Friday, August 8, 2008

How religion poisons everything

(Nod to Christopher Hitchens)

Now that my 15 minutes of fame are over, back to your regularly scheduled blogposts.

In today's Science an editorial (1) by Ismail Serageldin (director of the Library of Alexandria, Egypt) highlights (I don't know if this link will work for everyone, you might have to have a subscription if it doesn't work, try the link to the summary in the reference below) the strengths and weaknesses of science in Muslim countries. And is it ever clear that religion really does poison everything.

More than a trillion dollars in cash, a population of more than a billion people, but:
an increasingly intolerant social milieu that is driven by self-appointed guardians of religious correctness, who inject their narrow interpretation of religion into all public debates
is limiting investment in science, and more importantly scientific results.

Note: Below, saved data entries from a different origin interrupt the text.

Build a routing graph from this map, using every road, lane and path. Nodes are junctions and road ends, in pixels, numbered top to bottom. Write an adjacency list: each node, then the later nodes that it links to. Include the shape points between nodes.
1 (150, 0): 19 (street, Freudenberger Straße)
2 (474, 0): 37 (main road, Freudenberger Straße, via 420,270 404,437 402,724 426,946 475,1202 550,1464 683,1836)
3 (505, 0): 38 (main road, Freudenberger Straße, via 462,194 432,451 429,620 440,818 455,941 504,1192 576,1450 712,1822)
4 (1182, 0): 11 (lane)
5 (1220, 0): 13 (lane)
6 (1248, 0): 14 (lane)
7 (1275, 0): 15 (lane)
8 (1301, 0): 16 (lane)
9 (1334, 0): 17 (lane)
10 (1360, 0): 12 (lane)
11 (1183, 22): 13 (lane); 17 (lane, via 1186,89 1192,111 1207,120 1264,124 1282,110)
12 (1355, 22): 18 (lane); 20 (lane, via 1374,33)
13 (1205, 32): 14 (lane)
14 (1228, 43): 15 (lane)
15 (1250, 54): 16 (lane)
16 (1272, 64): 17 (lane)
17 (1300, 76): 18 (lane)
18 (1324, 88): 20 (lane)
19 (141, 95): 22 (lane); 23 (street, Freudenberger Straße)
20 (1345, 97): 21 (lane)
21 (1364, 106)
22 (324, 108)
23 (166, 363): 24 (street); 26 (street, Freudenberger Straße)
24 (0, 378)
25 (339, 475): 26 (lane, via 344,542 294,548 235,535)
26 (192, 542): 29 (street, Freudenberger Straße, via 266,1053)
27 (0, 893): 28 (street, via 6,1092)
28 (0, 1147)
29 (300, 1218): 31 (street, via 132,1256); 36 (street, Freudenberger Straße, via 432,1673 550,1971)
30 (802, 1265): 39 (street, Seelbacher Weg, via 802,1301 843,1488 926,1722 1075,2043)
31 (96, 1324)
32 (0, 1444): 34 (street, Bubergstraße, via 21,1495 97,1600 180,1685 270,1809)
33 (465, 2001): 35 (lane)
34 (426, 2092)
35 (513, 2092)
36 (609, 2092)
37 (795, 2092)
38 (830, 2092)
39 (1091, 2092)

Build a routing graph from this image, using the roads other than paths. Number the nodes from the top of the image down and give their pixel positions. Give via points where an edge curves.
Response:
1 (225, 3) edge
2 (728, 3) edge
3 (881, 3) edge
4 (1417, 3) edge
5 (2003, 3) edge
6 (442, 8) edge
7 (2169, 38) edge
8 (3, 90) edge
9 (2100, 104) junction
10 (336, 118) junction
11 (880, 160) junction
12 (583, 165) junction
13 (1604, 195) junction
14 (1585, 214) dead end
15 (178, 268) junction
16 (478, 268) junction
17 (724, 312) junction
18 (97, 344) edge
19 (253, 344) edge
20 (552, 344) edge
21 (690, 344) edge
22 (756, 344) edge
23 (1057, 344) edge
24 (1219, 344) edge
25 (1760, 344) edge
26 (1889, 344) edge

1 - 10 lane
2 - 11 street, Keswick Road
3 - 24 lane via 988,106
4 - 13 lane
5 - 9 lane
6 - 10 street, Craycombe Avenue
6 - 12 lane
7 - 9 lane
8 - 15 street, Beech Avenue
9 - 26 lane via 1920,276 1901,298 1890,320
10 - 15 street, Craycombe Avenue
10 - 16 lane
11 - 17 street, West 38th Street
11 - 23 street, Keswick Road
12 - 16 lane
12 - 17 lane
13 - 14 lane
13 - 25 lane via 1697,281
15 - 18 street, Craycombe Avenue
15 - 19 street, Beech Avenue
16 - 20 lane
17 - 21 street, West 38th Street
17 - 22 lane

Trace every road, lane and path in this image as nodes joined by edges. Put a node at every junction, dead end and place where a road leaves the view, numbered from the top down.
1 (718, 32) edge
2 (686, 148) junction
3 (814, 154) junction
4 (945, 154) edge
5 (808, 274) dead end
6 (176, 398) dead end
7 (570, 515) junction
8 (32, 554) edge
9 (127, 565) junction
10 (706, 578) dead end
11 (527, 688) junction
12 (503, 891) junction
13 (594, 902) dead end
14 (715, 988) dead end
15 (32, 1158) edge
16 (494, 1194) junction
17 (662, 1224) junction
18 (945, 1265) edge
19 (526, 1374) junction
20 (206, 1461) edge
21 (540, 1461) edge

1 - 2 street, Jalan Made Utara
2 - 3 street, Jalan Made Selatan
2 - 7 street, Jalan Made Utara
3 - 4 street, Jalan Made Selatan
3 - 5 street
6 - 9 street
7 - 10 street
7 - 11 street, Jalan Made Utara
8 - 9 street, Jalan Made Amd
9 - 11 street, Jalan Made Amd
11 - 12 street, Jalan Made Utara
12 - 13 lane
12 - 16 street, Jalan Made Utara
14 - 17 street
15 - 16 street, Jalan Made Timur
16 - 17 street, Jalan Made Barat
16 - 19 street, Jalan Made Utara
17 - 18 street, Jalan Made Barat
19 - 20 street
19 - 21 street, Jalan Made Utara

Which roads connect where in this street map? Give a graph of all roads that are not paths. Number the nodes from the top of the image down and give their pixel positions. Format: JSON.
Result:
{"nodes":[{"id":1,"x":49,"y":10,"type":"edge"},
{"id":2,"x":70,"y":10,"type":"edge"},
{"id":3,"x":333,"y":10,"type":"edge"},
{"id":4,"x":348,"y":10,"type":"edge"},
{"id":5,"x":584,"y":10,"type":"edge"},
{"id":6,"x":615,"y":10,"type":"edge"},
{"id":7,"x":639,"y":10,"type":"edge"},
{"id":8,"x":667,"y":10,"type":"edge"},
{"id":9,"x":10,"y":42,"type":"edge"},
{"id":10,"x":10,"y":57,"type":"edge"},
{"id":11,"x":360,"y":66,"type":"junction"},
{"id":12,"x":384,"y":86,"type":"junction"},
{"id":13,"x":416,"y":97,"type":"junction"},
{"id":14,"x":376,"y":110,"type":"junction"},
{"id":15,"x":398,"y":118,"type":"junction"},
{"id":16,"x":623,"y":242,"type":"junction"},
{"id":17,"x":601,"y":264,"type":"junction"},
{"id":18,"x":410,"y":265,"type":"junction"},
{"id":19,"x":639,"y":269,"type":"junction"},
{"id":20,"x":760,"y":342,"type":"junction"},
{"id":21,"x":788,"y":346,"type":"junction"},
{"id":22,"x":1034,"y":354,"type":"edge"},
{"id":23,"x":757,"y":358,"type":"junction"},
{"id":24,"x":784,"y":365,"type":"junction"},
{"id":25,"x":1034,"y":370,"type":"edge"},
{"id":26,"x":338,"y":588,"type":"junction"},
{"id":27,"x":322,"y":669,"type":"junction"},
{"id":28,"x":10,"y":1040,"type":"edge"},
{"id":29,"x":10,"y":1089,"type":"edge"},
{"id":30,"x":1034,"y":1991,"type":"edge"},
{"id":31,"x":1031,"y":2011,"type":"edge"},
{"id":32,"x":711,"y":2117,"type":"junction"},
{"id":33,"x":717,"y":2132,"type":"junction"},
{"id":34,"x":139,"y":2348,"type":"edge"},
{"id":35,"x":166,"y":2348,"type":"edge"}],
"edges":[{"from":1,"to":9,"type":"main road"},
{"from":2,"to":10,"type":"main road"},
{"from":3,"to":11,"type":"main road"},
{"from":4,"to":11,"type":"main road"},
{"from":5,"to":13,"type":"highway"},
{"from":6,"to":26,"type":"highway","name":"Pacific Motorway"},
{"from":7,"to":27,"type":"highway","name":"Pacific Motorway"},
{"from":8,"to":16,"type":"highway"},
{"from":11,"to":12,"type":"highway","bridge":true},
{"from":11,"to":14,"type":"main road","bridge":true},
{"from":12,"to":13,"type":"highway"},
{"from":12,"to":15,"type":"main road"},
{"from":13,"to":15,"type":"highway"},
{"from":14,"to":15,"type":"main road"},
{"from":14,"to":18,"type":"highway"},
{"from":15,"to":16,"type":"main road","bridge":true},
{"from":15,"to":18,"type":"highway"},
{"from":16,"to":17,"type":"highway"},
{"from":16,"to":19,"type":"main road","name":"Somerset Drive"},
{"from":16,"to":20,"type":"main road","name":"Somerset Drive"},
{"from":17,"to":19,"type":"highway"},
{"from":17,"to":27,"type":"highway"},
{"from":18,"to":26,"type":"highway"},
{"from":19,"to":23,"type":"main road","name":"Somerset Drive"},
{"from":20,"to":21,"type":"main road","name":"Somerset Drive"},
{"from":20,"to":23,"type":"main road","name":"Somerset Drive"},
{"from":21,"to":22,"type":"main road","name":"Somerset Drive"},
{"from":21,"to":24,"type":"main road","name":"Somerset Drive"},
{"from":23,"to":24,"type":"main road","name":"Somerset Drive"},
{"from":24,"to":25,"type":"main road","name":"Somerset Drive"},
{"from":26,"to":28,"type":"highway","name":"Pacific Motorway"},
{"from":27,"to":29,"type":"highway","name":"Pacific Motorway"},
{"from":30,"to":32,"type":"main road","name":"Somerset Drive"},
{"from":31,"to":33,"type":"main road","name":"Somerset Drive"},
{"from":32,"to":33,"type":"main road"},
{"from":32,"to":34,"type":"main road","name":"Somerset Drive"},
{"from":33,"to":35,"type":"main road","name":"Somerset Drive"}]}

Serageldin also states that:
We must be able to question convention and arbitrate our disputes by the rules of evidence. It is the content of scientific work that matters, not the persons who produced it, regardless of the color of their skin, the god they choose to worship, the ethnic group they were born into, or their gender.
Now, in a substantial part of the Muslim world a statement like this might be construed as apostacy, and Serageldin would be well-advised to watch his back.

How sad that intolerance is preventing so much brain capacity to go to waste. The world cannot afford to exclude scientists.

Reference:
(1) Serageldin, I. Science in Muslim countries. Science 321:745.